(Excerpts from a dataset)
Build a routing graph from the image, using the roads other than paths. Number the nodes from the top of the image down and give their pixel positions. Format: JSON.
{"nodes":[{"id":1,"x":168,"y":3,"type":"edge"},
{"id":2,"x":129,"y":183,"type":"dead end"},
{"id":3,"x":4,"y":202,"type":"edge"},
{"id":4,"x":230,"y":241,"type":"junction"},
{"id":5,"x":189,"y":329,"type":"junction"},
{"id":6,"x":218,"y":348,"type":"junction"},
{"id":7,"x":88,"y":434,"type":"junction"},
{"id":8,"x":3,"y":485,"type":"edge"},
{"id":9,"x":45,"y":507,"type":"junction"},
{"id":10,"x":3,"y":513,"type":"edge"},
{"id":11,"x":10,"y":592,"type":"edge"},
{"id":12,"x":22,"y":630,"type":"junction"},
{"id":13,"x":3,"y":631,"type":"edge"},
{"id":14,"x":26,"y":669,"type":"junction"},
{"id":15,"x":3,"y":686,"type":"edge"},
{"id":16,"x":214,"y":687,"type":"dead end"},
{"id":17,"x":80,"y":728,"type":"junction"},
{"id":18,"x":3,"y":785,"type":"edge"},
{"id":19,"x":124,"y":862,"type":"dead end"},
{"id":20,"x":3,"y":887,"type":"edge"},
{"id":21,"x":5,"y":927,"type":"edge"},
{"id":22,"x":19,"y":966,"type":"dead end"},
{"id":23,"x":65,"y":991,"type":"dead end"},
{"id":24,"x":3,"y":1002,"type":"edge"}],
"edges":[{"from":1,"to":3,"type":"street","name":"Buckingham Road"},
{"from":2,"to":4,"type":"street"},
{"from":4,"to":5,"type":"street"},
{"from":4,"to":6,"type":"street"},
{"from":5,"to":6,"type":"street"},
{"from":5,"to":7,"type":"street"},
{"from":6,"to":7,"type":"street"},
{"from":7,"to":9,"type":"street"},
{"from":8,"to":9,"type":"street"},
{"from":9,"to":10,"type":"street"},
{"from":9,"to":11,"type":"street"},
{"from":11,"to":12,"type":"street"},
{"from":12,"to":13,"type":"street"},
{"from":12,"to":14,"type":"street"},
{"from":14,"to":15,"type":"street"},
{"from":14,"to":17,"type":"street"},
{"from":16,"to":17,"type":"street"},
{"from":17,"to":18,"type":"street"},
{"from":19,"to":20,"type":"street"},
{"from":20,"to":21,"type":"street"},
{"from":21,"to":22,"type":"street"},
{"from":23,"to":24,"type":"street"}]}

WHAT YOU NEED TO DO: Where does "dead" appear in the records above? Copy every line that has it.

SOLUTION:
{"id":2,"x":129,"y":183,"type":"dead end"},
{"id":16,"x":214,"y":687,"type":"dead end"},
{"id":19,"x":124,"y":862,"type":"dead end"},
{"id":22,"x":19,"y":966,"type":"dead end"},
{"id":23,"x":65,"y":991,"type":"dead end"},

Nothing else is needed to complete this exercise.